Amazon documentary peels back the curtain on Michigan football

4/16/2018
BY KYLE ROWLAND
BLADE SPORTS WRITER
A new Amazon documentary follows Michigan football from the highs of the team's opening win vs. Florida to the end of an 8-5 season.
A new Amazon documentary follows Michigan football from the highs of the team's opening win vs. Florida to the end of an 8-5 season.

ANN ARBOR — The 2017 Michigan football season is not a collection of 13 games that will be recalled with enthusiasm decades from now.

There were no marquee moments — the Wolverines lost to Ohio State and Michigan State — and the 8-5 record, which included three consecutive losses to end the season, didn’t exactly leave those wearing maize and blue feeling warm and fuzzy.

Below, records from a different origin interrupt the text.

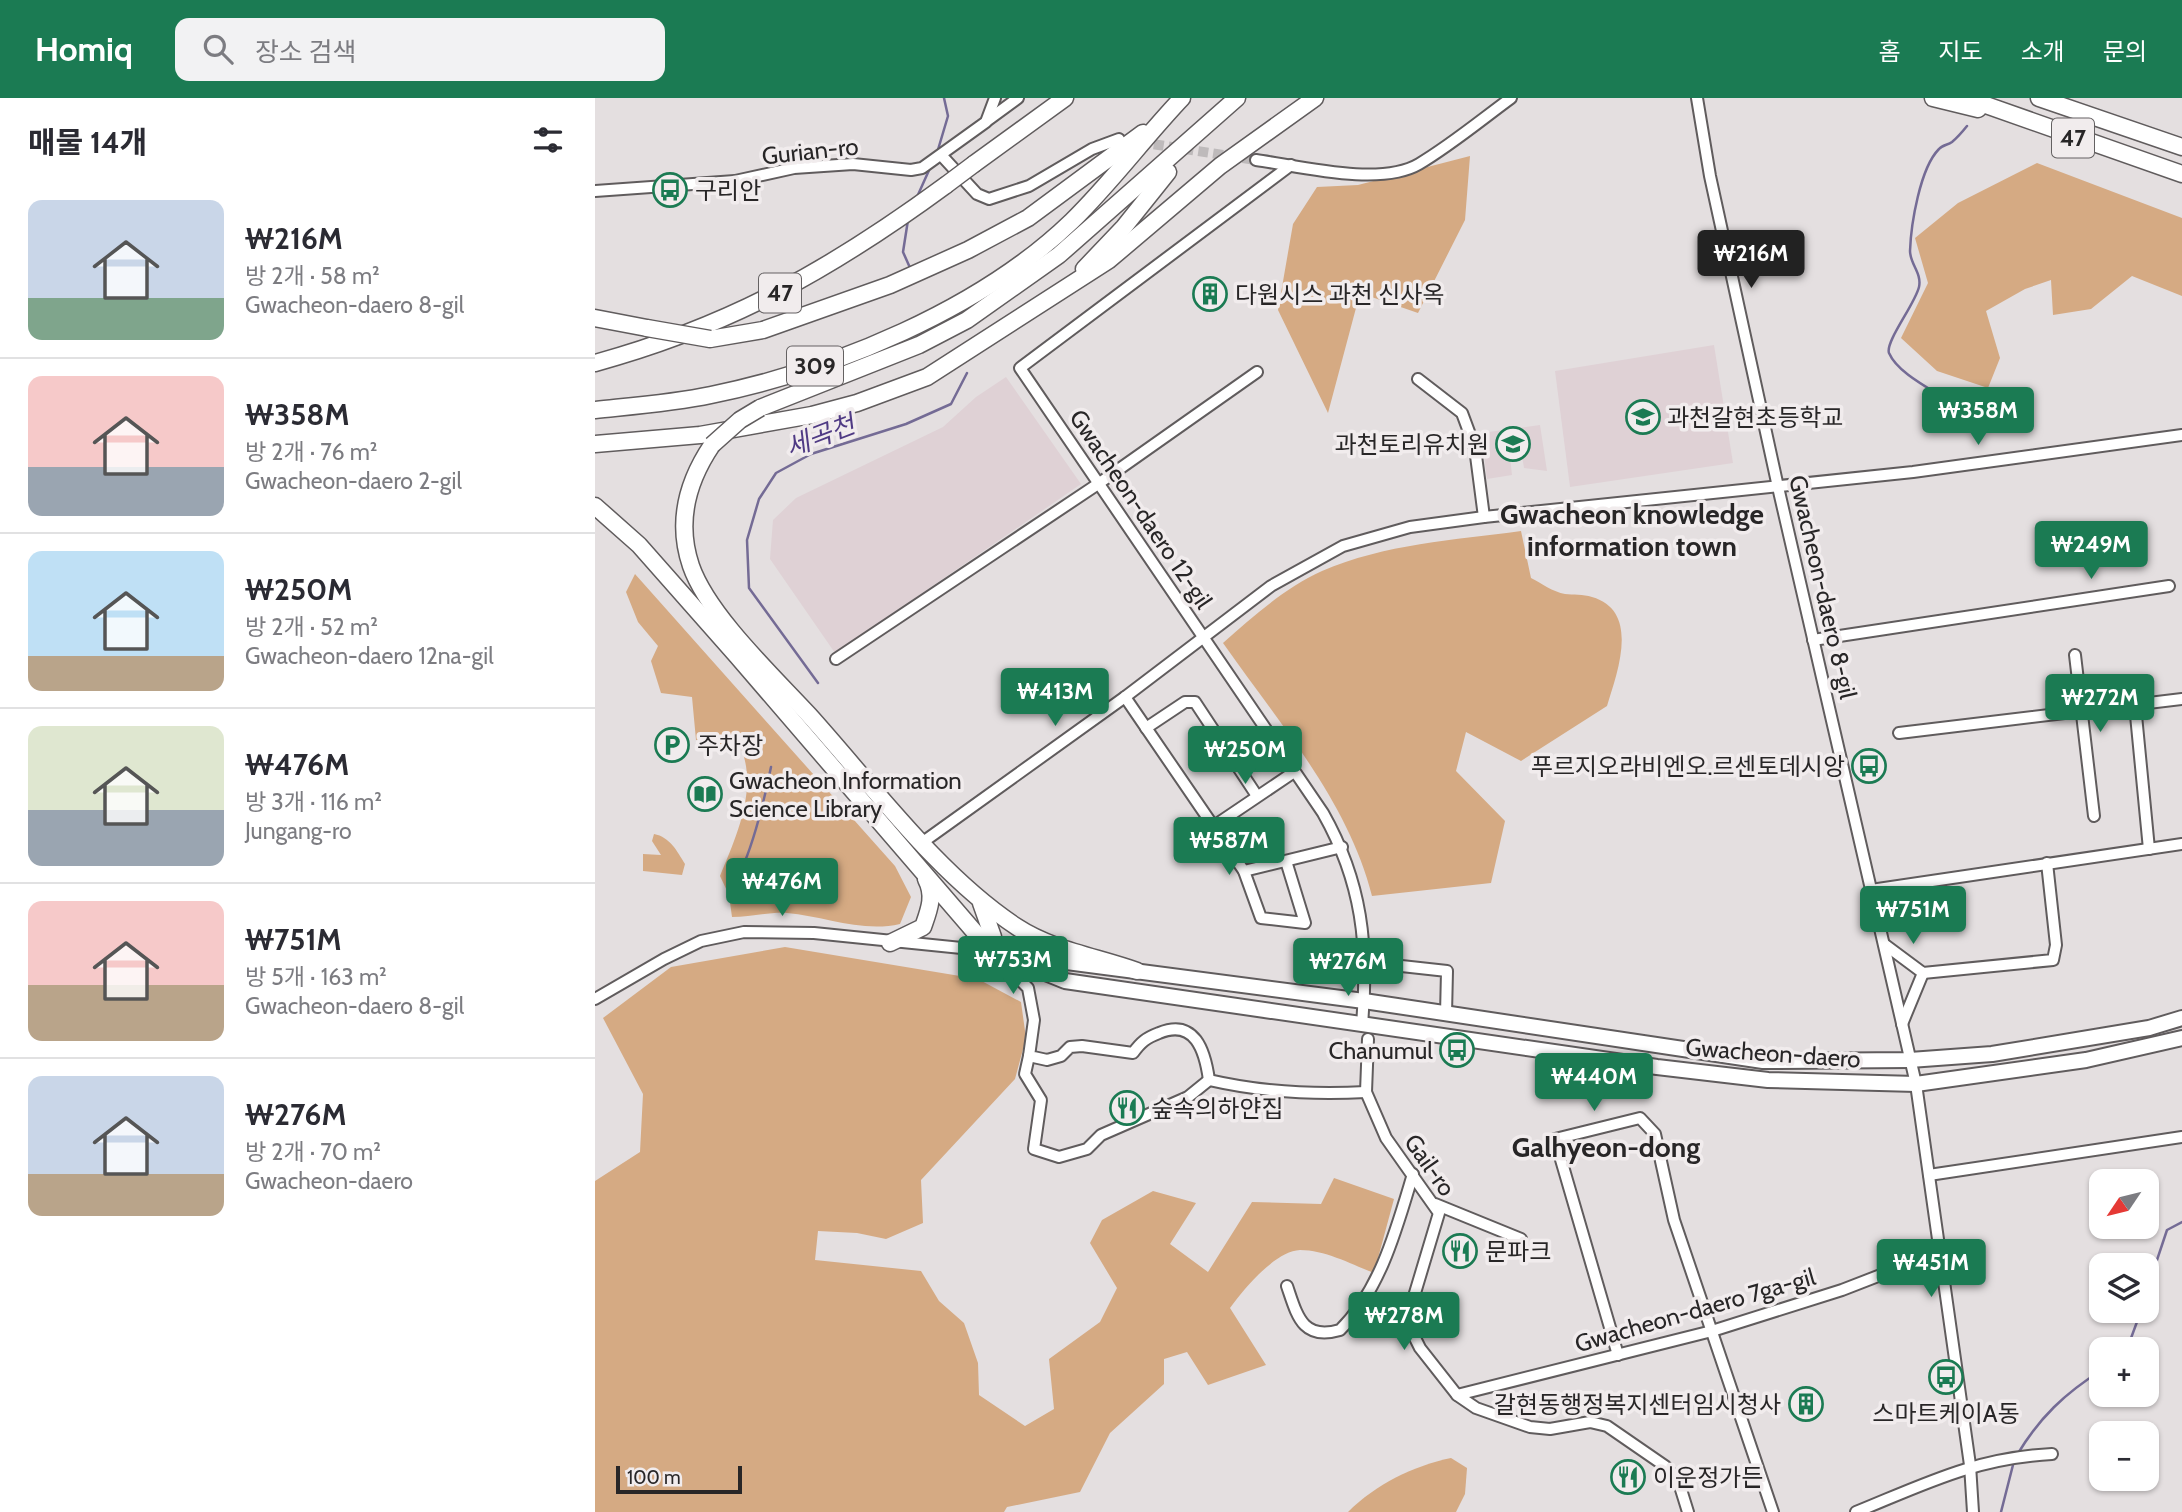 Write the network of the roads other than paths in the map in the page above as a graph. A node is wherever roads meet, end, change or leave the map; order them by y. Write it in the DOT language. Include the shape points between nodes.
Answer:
graph roads {
  1 [pos="995,98"];
  2 [pos="1065,98"];
  3 [pos="1182,98"];
  4 [pos="1237,98"];
  5 [pos="1315,98"];
  6 [pos="1511,98"];
  7 [pos="1697,98"];
  8 [pos="1933,98"];
  9 [pos="1966,98"];
  10 [pos="2039,98"];
  11 [pos="1011,100"];
  12 [pos="2012,114"];
  13 [pos="986,121"];
  14 [pos="1157,124"];
  15 [pos="1119,139"];
  16 [pos="1193,140"];
  17 [pos="2182,147"];
  18 [pos="942,156"];
  19 [pos="1256,160"];
  20 [pos="1291,165"];
  21 [pos="2182,174"];
  22 [pos="595,191"];
  23 [pos="1059,294"];
  24 [pos="595,318"];
  25 [pos="595,363"];
  26 [pos="1257,372"];
  27 [pos="1418,379"];
  28 [pos="595,410"];
  29 [pos="2182,435"];
  30 [pos="595,444"];
  31 [pos="1098,484"];
  32 [pos="1778,487"];
  33 [pos="595,506"];
  34 [pos="1484,517"];
  35 [pos="2169,586"];
  36 [pos="1204,638"];
  37 [pos="1813,640"];
  38 [pos="2075,655"];
  39 [pos="836,659"];
  40 [pos="1125,698"];
  41 [pos="2182,699"];
  42 [pos="2135,705"];
  43 [pos="2082,711"];
  44 [pos="1146,728"];
  45 [pos="1899,733"];
  46 [pos="1294,772"];
  47 [pos="1258,796"];
  48 [pos="2094,816"];
  49 [pos="1214,826"];
  50 [pos="923,842"];
  51 [pos="2182,844"];
  52 [pos="1342,847"];
  53 [pos="2149,849"];
  54 [pos="1286,861"];
  55 [pos="2047,863"];
  56 [pos="1244,871"];
  57 [pos="923,874"];
  58 [pos="1871,890"];
  59 [pos="980,901"];
  60 [pos="890,943"];
  61 [pos="1884,944"];
  62 [pos="991,951"];
  63 [pos="1365,962"];
  64 [pos="1073,964"];
  65 [pos="1137,971"];
  66 [pos="1923,973"];
  67 [pos="1065,981"];
  68 [pos="595,999"];
  69 [pos="1364,1001"];
  70 [pos="1446,1014"];
  71 [pos="2182,1017"];
  72 [pos="1362,1024"];
  73 [pos="1902,1024"];
  74 [pos="2182,1038"];
  75 [pos="1368,1039"];
  76 [pos="1029,1056"];
  77 [pos="1910,1060"];
  78 [pos="1209,1080"];
  79 [pos="1916,1084"];
  80 [pos="1366,1092"];
  81 [pos="2182,1137"];
  82 [pos="1413,1174"];
  83 [pos="1929,1175"];
  84 [pos="1435,1204"];
  85 [pos="1521,1239"];
  86 [pos="1940,1252"];
  87 [pos="1287,1286"];
  88 [pos="1712,1331"];
  89 [pos="1618,1355"];
  90 [pos="1458,1395"];
  91 [pos="2052,1454"];
  92 [pos="1971,1465"];
  93 [pos="1688,1512"];
  94 [pos="1773,1512"];
  95 [pos="1856,1512"];
  96 [pos="1973,1512"];
  1 -- 13 [label="street"];
  2 -- 25 [label="highway, 47, bridge" via="885,230 781,293 705,328"];
  3 -- 14 [label="highway"];
  4 -- 16 [label="highway"];
  5 -- 23 [label="highway" via="1249,144 1109,260"];
  6 -- 20 [label="street" via="1417,165 1361,173"];
  7 -- 32 [label="street, Gwacheon-daero 8-gil"];
  8 -- 12 [label="highway"];
  9 -- 12 [label="highway, 47"];
  10 -- 17 [label="highway, 47"];
  11 -- 13 [label="street, Gurian-ro"];
  12 -- 21 [label="highway, 47"];
  13 -- 18 [label="street, Gurian-ro"];
  14 -- 24 [label="highway, bridge" via="1028,218 968,250 890,285 763,330 710,339"];
  14 -- 28 [label="highway, 309" via="1072,221 992,286 918,324 811,368 711,395"];
  15 -- 18 [label="street" via="1092,149 1029,186 989,199 977,194"];
  16 -- 23 [label="highway" via="1123,227"];
  16 -- 50 [label="highway, bridge" via="1059,255 967,320 919,345 760,408 712,445 692,479 684,504 692,568 729,626"];
  18 -- 22 [label="street, Gurian-ro" via="929,166 911,170 852,164 794,168 735,181"];
  19 -- 20 [label="street"];
  20 -- 31 [label="street, Gwacheon-daero 12-gil" via="1020,368"];
  23 -- 30 [label="highway" via="927,377 857,403 701,435"];
  26 -- 31 [label="street"];
  27 -- 34 [label="street" via="1462,414 1475,448"];
  29 -- 32 [label="street"];
  31 -- 36 [label="street, Gwacheon-daero 12-gil"];
  31 -- 39 [label="street"];
  32 -- 34 [label="street"];
  32 -- 37 [label="street, Gwacheon-daero 8-gil"];
  33 -- 57 [label="highway" via="666,576"];
  34 -- 36 [label="street" via="1410,527 1343,546 1271,586"];
  35 -- 37 [label="street"];
  36 -- 40 [label="street"];
  36 -- 46 [label="street, Gwacheon-daero 12-gil"];
  37 -- 58 [label="street, Gwacheon-daero 8-gil"];
  38 -- 43 [label="street"];
  40 -- 44 [label="street"];
  40 -- 50 [label="street"];
  41 -- 42 [label="street"];
  42 -- 43 [label="street"];
  42 -- 53 [label="street"];
  43 -- 45 [label="street"];
  43 -- 48 [label="street"];
  44 -- 47 [label="street" via="1185,702 1195,702"];
  44 -- 49 [label="street"];
  46 -- 47 [label="street"];
  46 -- 52 [label="street, Gwacheon-daero 12-gil"];
  47 -- 49 [label="street"];
  49 -- 56 [label="street"];
  50 -- 59 [label="highway"];
  51 -- 53 [label="street"];
  52 -- 54 [label="street"];
  52 -- 63 [label="street, Gwacheon-daero 12-gil" via="1356,889"];
  53 -- 55 [label="street"];
  54 -- 56 [label="street"];
  54 -- 56 [label="street" via="1305,923 1261,918"];
  55 -- 58 [label="street"];
  55 -- 66 [label="street" via="2056,945 2053,960"];
  57 -- 60 [label="highway" via="931,888 923,927"];
  57 -- 62 [label="highway"];
  58 -- 61 [label="street, Gwacheon-daero 8-gil"];
  59 -- 62 [label="highway" via="993,937"];
  59 -- 65 [label="highway" via="1048,943"];
  60 -- 62 [label="street"];
  60 -- 68 [label="street" via="814,933 744,932 701,941"];
  61 -- 66 [label="street"];
  61 -- 73 [label="street, Gwacheon-daero 8-gil"];
  62 -- 64 [label="main road, Gwacheon-daero"];
  62 -- 67 [label="main road, Gwacheon-daero"];
  62 -- 76 [label="street" via="1028,988 1034,1020"];
  63 -- 69 [label="street, Gwacheon-daero 12-gil"];
  63 -- 70 [label="street" via="1447,971"];
  64 -- 65 [label="main road, Gwacheon-daero"];
  64 -- 67 [label="main road" via="1063,972"];
  65 -- 69 [label="main road, Gwacheon-daero"];
  66 -- 73 [label="street"];
  67 -- 72 [label="main road, Gwacheon-daero"];
  69 -- 70 [label="main road, Gwacheon-daero"];
  69 -- 72 [label="street, Gwacheon-daero 12-gil"];
  70 -- 77 [label="main road, Gwacheon-daero" via="1763,1061"];
  71 -- 77 [label="main road, Gwacheon-daero" via="2149,1028 1992,1054"];
  72 -- 79 [label="main road, Gwacheon-daero" via="1768,1080"];
  73 -- 77 [label="street, Gwacheon-daero 8-gil"];
  74 -- 79 [label="main road, Gwacheon-daero" via="2099,1057"];
  75 -- 80 [label="street, Gail-ro"];
  76 -- 78 [label="street" via="1047,1060 1070,1047 1082,1046 1133,1053 1141,1041 1172,1028 1186,1031 1199,1044"];
  76 -- 78 [label="street" via="1025,1074 1041,1101 1034,1149 1059,1157 1087,1149 1101,1135 1188,1097"];
  77 -- 79 [label="street, Gwacheon-daero 8-gil"];
  78 -- 80 [label="street" via="1293,1093"];
  79 -- 83 [label="street, Gwacheon-daero 8-gil"];
  80 -- 82 [label="street, Gail-ro" via="1386,1138"];
  81 -- 83 [label="street"];
  82 -- 84 [label="street, Gail-ro"];
  82 -- 87 [label="street" via="1392,1242 1357,1311 1341,1330 1313,1332 1304,1326"];
  83 -- 86 [label="street, Gwacheon-daero 8-gil"];
  84 -- 85 [label="street"];
  84 -- 90 [label="street, Gail-ro" via="1438,1220 1413,1295 1410,1328 1420,1348"];
  86 -- 88 [label="street, Gwacheon-daero 7ga-gil" via="1842,1290"];
  86 -- 92 [label="street, Gwacheon-daero 8-gil"];
  88 -- 89 [label="street, Gwacheon-daero 7ga-gil"];
  88 -- 89 [label="street" via="1674,1220 1655,1134 1640,1118 1574,1134 1555,1139"];
  88 -- 94 [label="street"];
  89 -- 90 [label="street, Gwacheon-daero 7ga-gil"];
  90 -- 93 [label="street, Gail-ro" via="1476,1408 1530,1427 1551,1429 1590,1422 1607,1426 1665,1466 1679,1483"];
  91 -- 92 [label="street"];
  92 -- 95 [label="street"];
  92 -- 96 [label="street, Gwacheon-daero 8-gil"];
}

But in All or Nothing: The Michigan Wolverines, an expansive eight-part, five-hour and 35-minute documentary chronicling the season, the essence of college athletics is captured — highs, lows, and real life all intertwined.

“People don't really look at us as kids,” junior offensive lineman Jon Runyan, Jr., said this spring. “It'll probably humanize us a little bit more, not just players on the field that fans love to scream at when we mess up. We’re growing and developing into young men.”

A victory against Florida in the season opener represented the high water mark for Michigan, but each win brought celebrations. The losses were detailed by learning moments, and injuries to Wilton Speight, Tarik Black, and Brandon Peters highlighted the fragile nature of football.

Perhaps most important was Karan Higdon’s relationship with his 3-year-old daughter and Rashan Gary’s emotional dinner conversation with his mother regarding his father, illustrating that these are not just college kids putting on a show for 100,000 fans each week. They’re human beings who have the same life experiences as all of us.

“If you don’t show interest in that you want to talk to me, then why should I care?” Gary says, tears rolling down his cheeks while talking to his mother about the frayed relationship with his father. “You, in my mind, passed his position, and nothing’s going to change that.”

The University of Michigan had total editing control over the project, which was produced by The Montag Group and distributed by Amazon, allowing for snippets of public relations spin. But a bulk of the footage is brutal honesty.

Viewers see in great detail the challenges Jim Harbaugh faced with a slew of quarterback injuries and underwhelming play. They witness Tim Drevno and Pep Hamilton struggle to turn the offensive line and offense as a whole into a cohesive unit. Of course, Don Brown plays a starring role with his trademark intensity, which rubs off on a defense that plays with vigor.

“They got nothin’, and we don’t have any turnovers!” Brown said, or screamed, during a halftime speech against Florida. “Let’s go take this [freaking] thing into our own hands! We don’t need any help! It’s right there! When you have a chance, get the [freaking] ball out!”

The documentary also captures the personalities of coaches and players. From springtime at the Vatican to a dreary New Year’s Day in Tampa, the series peels back the curtain and allows outsiders a sneak peek inside the program, offering up compelling images and soundbites.

“Hey, I believe in you guys. Let's go win this game,” quarterback John O’Korn says in the huddle as Michigan trails Ohio State 24-20 late in the fourth quarter.

When O’Korn throws a game-clinching interception, Hamilton, in the coaches booth, is heard saying, “No, John! No, John! No!”

During the month of August, Harbaugh repeatedly told reporters a decision about the quarterback position had not been made. It felt disingenuous at the time. After all, Speight was a returning starter who guided UM to 10 wins the previous season. But the early episodes are proof Harbaugh, Drevno, and Hamilton were indeed grappling with the decision.

Speight, meanwhile, appears as someone who cannot shake criticism from the media. Multiple scenes show the quarterback, who announced his transfer to UCLA last week, complaining about the perception of himself and the offense as it stumbled to reach the end zone in September.

A mystery during the season was who’s the play caller? If you’re to believe the Amazon footage, Hamilton had a firm grip on the offense, with Drevno supplying counsel.

Drevno is now gone, as are the cameras. Michigan will play 2018 without Amazon’s bright lights, but the team still will be under the microscope — no one more so than Harbaugh thanks to a mundane offense resulting in too few wins.

“We gotta get ‘em coached up,” Harbaugh says in his Schembechler Hall office. “That’s our job to do.”